Несколько библейских цитат встречается и в собственных полемически-иронических рассуждениях Ломоносова, которые следуют далее и которые посвящены вопросу об инопланетянах:
Некоторые спрашивают, ежели-де на планетах есть живущие нам подобные люди, то какой они веры? Проповедано ли им евангелие? Крещены ли они в веру Христову? Сим дается ответ вопросный. В южных великих землях, коих берега в нынешние времена почти только примечены мореплавательми, тамошние жители, также и в других неведомых землях обитатели, люди видом, языком и всеми поведениями от нас отменные, какой веры? И кто им проповедал евангелие? Ежели кто про то знать или их обратить и крестить хочет, тот пусть по евангельскому слову ("не стяжите ни злата, ни сребра, ни меди при поясех ваших, ни пиры на пути, ни двою ризу, ни сапог, ни жезла") туда пойдет. И как свою проповедь окончит, то после пусть поедет для того ж и на Венеру. Только бы труд его не был напрасен. Может быть, тамошние люди в Адаме не согрешили, и для того всех из того следствий не надобно (4: 374-375).

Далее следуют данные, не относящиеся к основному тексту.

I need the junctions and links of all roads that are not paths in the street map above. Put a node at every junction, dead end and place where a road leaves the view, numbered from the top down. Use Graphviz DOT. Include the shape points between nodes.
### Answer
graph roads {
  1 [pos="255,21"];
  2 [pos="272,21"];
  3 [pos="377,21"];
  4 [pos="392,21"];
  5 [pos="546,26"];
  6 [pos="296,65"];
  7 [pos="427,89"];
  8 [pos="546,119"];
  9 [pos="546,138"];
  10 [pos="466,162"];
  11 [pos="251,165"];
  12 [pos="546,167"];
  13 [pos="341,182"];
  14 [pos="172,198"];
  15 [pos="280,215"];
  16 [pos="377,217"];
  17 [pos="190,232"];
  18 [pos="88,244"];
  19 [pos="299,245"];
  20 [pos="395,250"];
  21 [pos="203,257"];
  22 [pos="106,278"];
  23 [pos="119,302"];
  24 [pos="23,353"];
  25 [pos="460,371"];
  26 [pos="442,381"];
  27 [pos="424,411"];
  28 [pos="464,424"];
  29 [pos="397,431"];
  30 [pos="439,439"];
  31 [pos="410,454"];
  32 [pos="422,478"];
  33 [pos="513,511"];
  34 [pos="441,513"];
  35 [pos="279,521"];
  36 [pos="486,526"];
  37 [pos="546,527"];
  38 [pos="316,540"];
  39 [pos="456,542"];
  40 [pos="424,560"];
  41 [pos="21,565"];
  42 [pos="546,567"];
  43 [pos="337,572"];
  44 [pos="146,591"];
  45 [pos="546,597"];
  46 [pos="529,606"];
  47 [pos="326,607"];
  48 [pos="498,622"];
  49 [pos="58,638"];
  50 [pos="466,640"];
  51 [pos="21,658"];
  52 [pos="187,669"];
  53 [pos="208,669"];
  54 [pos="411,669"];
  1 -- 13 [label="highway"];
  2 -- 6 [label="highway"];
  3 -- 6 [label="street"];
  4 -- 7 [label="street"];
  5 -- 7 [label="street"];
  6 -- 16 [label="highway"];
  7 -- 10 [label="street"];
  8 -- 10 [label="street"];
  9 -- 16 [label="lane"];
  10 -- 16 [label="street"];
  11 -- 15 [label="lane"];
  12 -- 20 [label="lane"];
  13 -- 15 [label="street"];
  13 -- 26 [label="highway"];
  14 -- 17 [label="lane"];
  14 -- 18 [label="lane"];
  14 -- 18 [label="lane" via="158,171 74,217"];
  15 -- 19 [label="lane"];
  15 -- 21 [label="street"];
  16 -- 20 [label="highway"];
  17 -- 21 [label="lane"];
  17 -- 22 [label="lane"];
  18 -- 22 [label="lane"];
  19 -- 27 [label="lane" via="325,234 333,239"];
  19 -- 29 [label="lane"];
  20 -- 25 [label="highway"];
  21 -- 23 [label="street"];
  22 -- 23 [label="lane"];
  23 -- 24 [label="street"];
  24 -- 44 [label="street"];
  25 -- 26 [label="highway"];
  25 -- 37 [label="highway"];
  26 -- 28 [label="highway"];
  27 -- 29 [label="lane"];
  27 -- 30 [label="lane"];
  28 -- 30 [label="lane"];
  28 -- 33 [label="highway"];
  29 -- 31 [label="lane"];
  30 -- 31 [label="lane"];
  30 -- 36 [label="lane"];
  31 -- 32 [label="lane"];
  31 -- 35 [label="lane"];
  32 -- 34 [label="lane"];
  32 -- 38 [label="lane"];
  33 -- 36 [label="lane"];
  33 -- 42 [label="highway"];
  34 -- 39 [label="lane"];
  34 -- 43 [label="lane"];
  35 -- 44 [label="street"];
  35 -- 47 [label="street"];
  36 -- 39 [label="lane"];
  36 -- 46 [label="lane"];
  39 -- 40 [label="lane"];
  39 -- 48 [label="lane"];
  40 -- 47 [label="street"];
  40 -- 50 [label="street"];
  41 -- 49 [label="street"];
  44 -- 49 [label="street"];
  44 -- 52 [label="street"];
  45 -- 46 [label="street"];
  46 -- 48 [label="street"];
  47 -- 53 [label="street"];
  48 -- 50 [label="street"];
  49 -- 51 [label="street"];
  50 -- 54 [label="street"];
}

Кроме цитаты из Евангелия от Матфея ("Не стяжите злата, ни сребра, ни меди при поясех ваших, ни пиры на пути, ни двою ризу, ни сапог, ни жезл" (мф 10:9-10) [МБ 1663: л. 406об.; Ломоносов 1891-1948, 5: 80 (2 паг.)]), в этом пассаже находим фразеологизм согрешить в Адаме, который означает 'стать носителем первородного греха Адама' и, вероятно, восходит к тексту послания апостола Павла к Римлянам: "Сего ради, яко-же единем человеком грех в мир вниде, и грехом смерть: и тако смерть во вся человеки вниде, о немже вси согрешиша" (Рим 5:12) [МБ 1663: л. 482]. Завершается ломоносовское ироническое рассуждение о проповеди среди инопланетян следующими словами: "Многи пути ко спасению. Многи обители суть на небесех". Вторая часть этого высказывания — "Многи обители суть на небесех" — является перефразированной цитатой из Евангелия от Иоанна: "В дому Отца моего обители многи суть" (Ин 14:2) [ibid.: л. 445; Ломоносов 1891-1948, 5: 80 (2 паг.)].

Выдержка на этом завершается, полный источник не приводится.